__WORK INSTRUCTIONS__. Determine which lines of the records include the word "Right", and copy them.

* * * * *

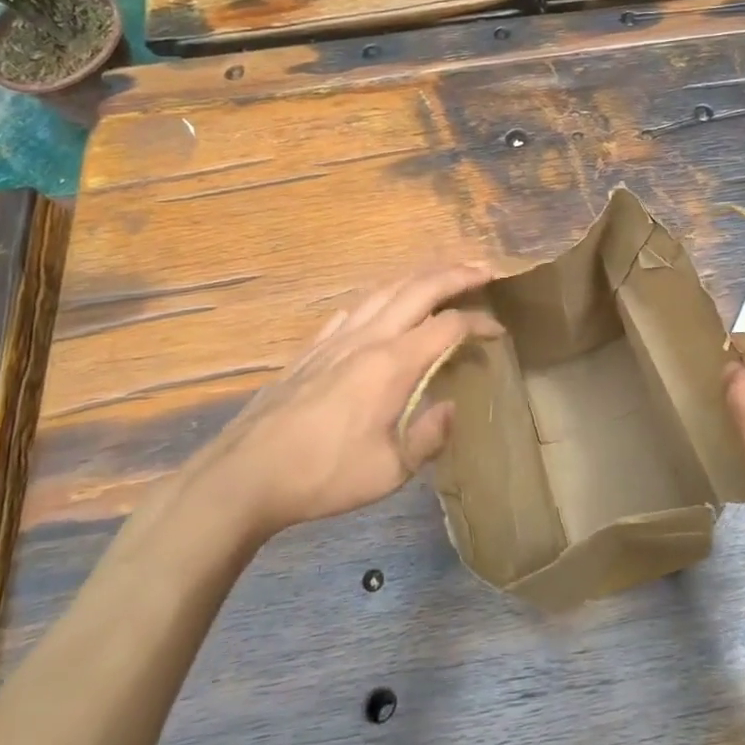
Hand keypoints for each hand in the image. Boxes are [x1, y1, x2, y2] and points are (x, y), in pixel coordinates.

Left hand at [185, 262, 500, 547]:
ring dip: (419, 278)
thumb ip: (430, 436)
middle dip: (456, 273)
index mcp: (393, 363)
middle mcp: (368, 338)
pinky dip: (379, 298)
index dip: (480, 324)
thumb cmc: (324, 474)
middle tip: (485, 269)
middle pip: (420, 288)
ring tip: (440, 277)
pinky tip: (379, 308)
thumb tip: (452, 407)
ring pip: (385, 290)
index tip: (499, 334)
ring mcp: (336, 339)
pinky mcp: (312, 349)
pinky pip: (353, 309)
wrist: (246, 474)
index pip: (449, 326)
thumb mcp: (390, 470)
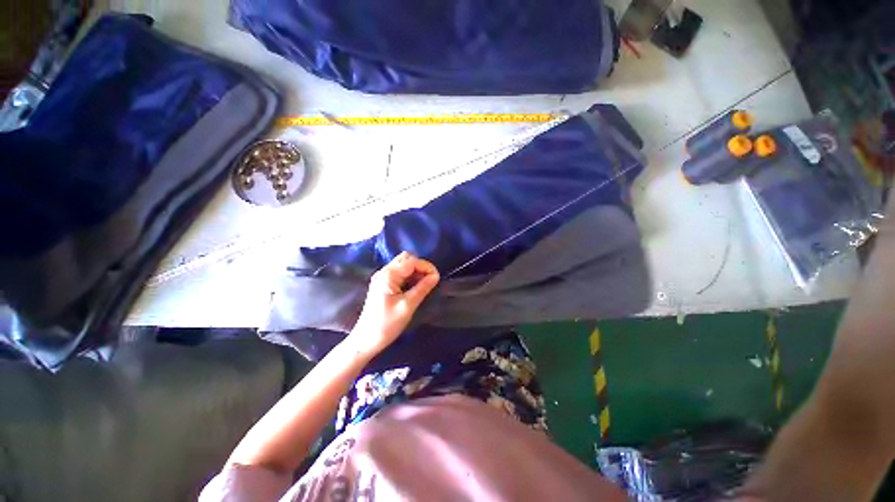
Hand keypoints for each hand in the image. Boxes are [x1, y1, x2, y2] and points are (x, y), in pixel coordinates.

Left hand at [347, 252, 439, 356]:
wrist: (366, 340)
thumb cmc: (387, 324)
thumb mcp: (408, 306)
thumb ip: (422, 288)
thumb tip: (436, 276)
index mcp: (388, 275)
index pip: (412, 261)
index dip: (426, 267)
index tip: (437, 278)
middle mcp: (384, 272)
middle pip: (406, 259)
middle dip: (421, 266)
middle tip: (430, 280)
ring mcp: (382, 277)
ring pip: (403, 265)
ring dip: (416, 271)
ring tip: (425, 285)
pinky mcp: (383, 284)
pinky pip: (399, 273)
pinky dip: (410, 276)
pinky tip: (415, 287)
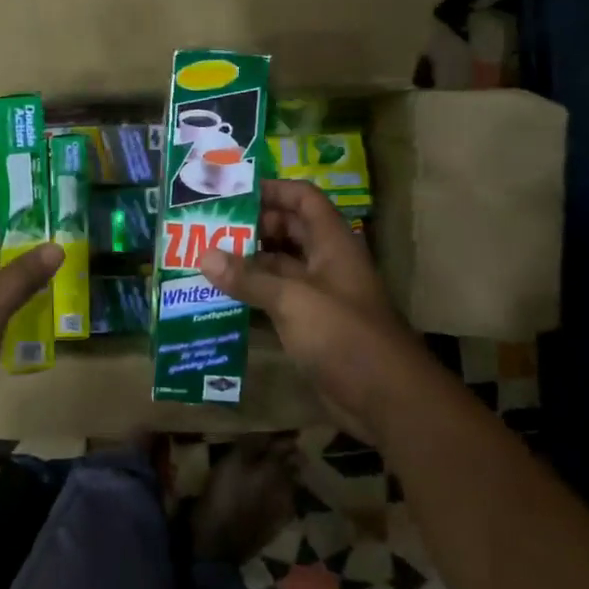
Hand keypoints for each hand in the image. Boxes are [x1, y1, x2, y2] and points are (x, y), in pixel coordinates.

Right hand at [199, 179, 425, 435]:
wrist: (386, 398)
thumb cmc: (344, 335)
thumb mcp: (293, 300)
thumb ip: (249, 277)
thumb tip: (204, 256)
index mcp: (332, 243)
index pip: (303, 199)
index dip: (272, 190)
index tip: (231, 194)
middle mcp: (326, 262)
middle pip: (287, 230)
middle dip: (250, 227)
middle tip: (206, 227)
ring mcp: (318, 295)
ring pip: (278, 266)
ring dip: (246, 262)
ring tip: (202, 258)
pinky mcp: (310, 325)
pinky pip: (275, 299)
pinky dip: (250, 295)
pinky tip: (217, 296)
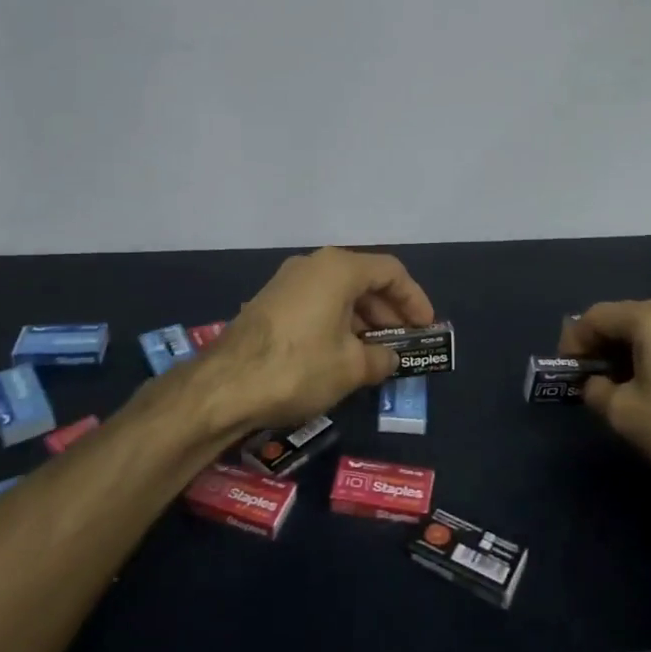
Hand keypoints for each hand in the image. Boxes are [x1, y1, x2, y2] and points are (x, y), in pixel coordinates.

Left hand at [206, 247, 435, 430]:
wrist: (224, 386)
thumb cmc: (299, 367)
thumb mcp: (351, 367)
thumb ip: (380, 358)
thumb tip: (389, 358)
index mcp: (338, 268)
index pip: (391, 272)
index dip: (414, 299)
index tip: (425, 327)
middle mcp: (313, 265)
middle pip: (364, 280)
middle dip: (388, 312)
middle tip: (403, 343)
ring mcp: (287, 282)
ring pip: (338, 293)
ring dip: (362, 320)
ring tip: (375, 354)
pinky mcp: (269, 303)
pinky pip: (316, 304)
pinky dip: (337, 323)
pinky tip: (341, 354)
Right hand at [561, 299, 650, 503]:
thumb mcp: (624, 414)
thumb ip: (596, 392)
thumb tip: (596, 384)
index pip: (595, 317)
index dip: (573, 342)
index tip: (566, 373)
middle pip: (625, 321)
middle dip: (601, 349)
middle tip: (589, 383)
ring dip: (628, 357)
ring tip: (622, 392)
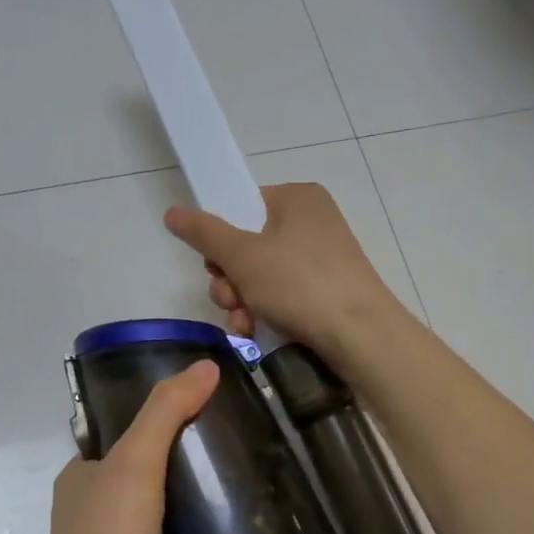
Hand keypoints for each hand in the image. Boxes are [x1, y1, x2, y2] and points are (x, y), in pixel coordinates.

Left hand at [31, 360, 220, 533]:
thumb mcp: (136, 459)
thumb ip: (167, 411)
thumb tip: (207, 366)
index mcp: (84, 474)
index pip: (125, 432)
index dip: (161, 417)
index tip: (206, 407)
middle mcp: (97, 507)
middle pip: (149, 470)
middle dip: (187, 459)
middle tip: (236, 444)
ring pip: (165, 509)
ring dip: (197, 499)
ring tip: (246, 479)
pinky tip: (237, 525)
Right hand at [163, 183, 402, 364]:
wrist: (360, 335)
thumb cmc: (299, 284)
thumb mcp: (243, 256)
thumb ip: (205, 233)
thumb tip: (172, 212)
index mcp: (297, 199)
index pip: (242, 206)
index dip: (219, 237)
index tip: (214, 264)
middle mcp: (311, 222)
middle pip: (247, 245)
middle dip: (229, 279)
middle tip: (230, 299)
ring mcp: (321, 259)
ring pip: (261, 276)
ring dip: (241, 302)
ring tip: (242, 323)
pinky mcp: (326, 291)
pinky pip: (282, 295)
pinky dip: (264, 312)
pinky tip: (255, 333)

* * * * *

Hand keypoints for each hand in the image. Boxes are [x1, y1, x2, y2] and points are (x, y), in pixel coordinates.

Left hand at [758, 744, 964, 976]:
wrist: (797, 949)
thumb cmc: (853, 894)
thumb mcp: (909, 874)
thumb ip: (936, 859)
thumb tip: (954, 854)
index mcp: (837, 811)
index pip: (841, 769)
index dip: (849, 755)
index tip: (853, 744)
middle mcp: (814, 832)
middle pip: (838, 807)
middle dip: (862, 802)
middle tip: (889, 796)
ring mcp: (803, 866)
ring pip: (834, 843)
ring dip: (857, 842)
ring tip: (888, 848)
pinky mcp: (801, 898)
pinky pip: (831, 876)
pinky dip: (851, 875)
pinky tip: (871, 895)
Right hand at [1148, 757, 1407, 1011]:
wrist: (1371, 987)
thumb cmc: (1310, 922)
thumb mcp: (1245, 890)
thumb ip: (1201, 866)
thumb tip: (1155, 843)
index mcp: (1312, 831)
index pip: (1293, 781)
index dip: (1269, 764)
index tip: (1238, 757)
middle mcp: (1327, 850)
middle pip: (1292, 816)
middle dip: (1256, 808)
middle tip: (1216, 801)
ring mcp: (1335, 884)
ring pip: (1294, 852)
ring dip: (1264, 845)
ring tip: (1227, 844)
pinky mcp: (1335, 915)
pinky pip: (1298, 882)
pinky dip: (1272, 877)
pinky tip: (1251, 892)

* * * * *

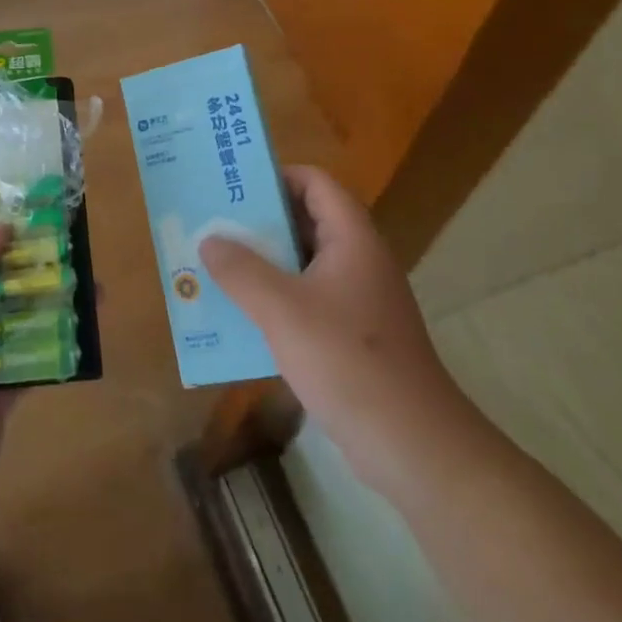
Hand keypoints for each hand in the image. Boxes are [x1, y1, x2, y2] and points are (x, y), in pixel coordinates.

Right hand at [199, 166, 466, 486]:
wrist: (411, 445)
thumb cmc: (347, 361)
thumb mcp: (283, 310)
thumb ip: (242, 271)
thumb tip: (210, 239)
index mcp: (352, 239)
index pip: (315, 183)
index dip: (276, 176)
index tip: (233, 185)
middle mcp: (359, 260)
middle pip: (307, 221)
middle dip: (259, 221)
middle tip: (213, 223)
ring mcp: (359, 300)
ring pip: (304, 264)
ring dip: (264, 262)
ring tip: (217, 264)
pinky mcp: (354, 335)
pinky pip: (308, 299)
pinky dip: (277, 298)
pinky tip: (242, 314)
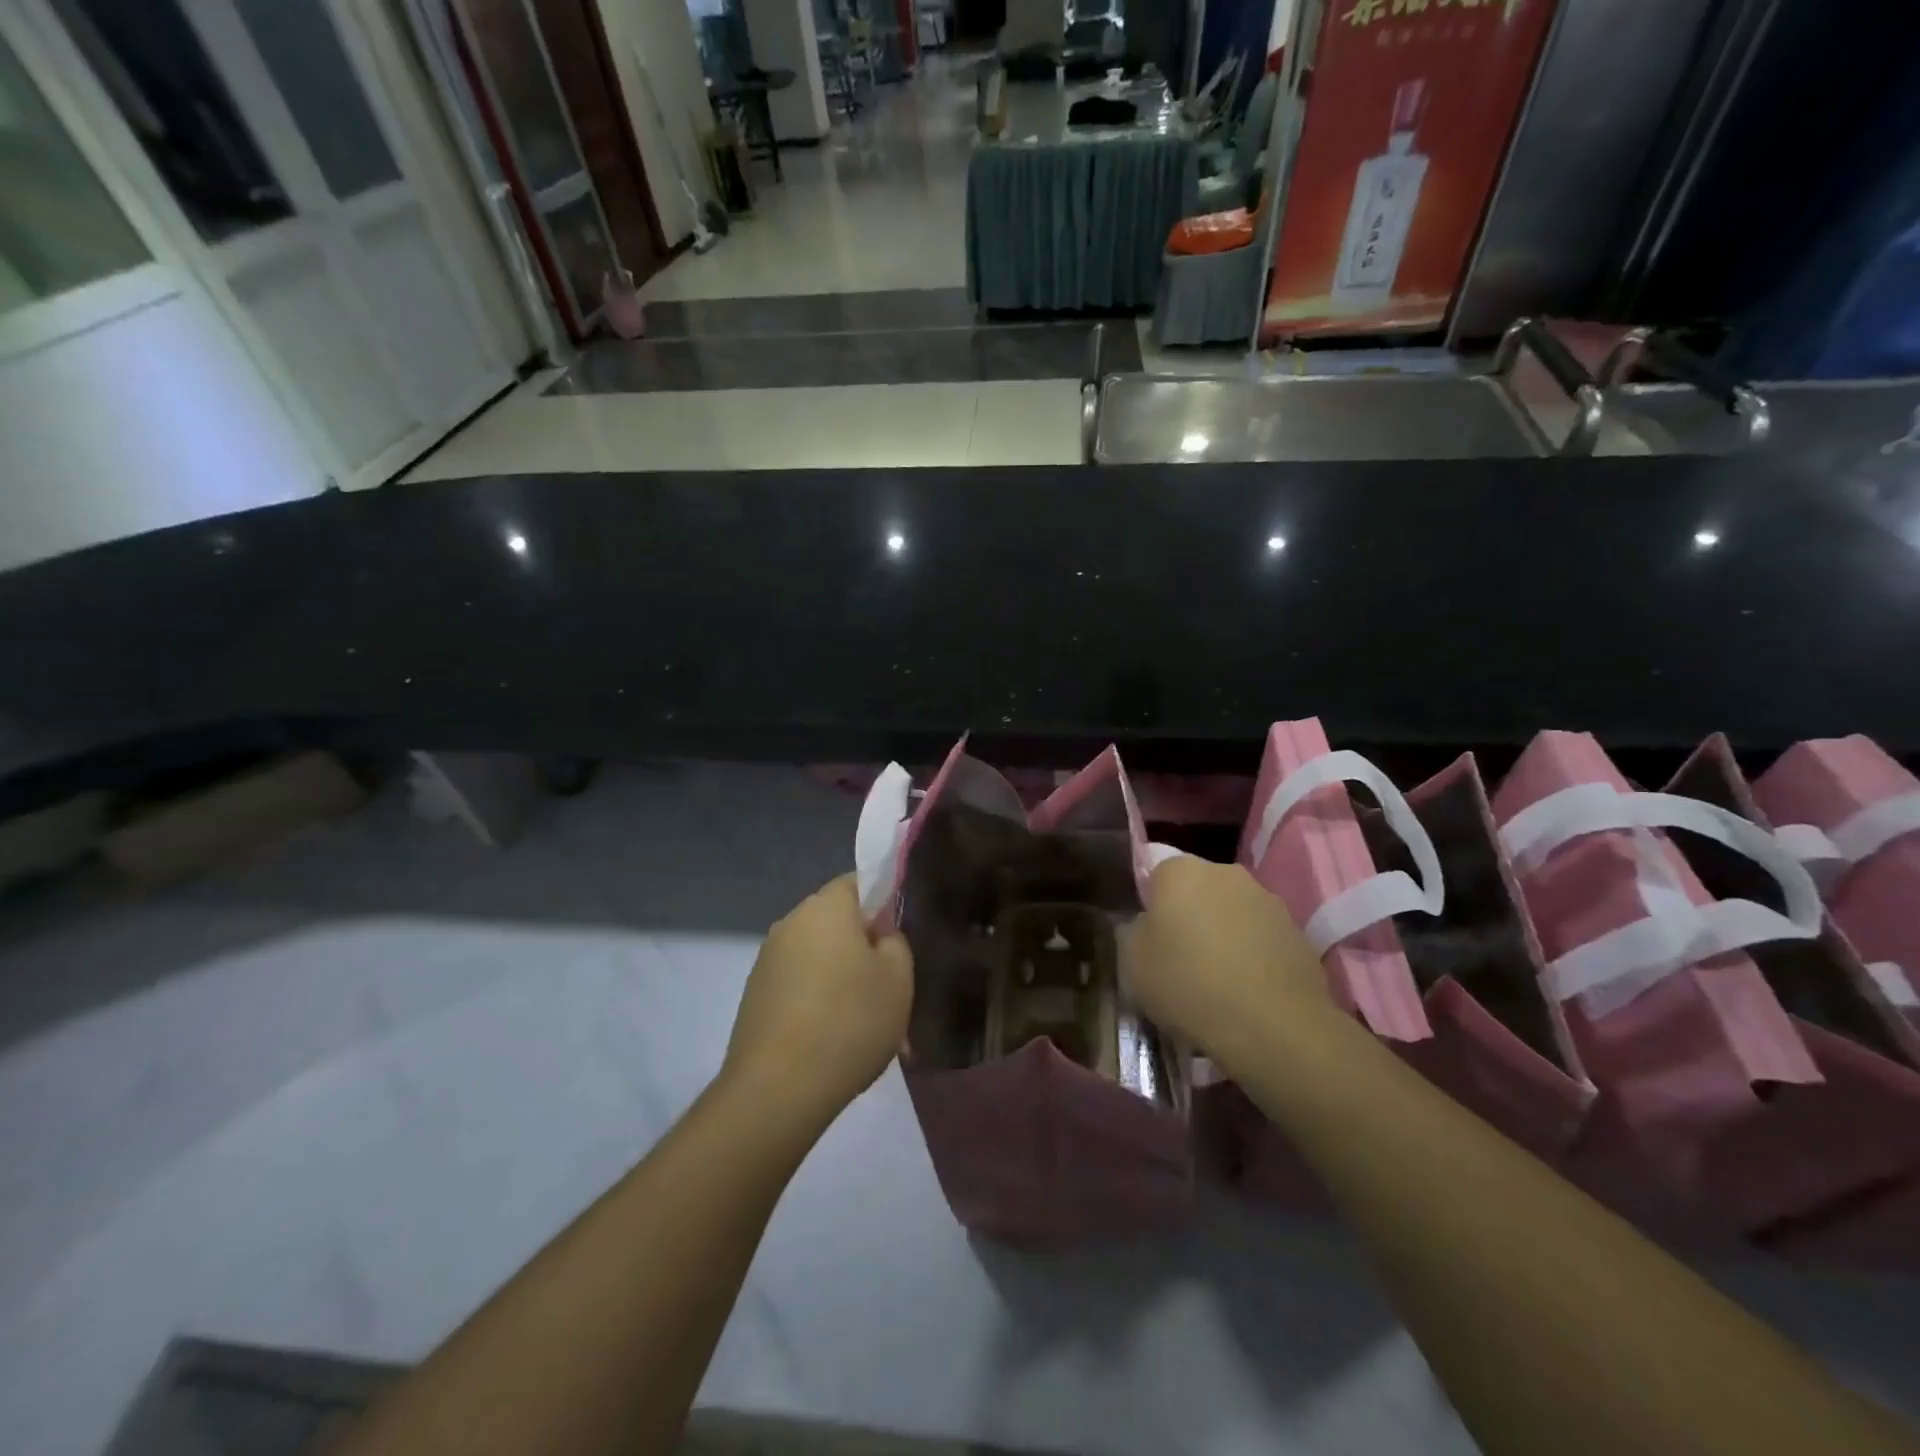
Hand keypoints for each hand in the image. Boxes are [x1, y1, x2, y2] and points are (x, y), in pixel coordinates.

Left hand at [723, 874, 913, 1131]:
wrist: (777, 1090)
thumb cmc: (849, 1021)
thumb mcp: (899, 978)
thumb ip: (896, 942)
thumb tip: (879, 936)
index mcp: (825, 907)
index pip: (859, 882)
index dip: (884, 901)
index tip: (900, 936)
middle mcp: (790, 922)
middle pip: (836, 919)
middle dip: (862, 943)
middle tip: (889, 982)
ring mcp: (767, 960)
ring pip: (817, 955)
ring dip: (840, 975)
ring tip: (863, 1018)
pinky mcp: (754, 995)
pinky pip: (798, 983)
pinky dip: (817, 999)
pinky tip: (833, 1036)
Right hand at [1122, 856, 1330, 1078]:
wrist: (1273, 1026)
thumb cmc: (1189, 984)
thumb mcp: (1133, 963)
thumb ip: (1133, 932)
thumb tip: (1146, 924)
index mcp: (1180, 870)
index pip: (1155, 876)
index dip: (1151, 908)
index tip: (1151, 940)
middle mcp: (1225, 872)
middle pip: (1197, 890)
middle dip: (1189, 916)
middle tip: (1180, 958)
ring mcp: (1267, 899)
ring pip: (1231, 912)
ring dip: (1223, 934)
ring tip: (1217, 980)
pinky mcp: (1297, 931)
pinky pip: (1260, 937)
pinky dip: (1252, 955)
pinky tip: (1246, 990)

* * * * *

__SOLUTION TO THE EXERCISE__.
Right hand at [199, 179, 425, 435]:
Right hand at [561, 299, 650, 503]:
Right hand at [163, 183, 402, 364]:
Right hand at [1148, 757, 1407, 1011]:
Right hand at [199, 166, 466, 486]:
Right hand at [1122, 856, 1330, 1078]:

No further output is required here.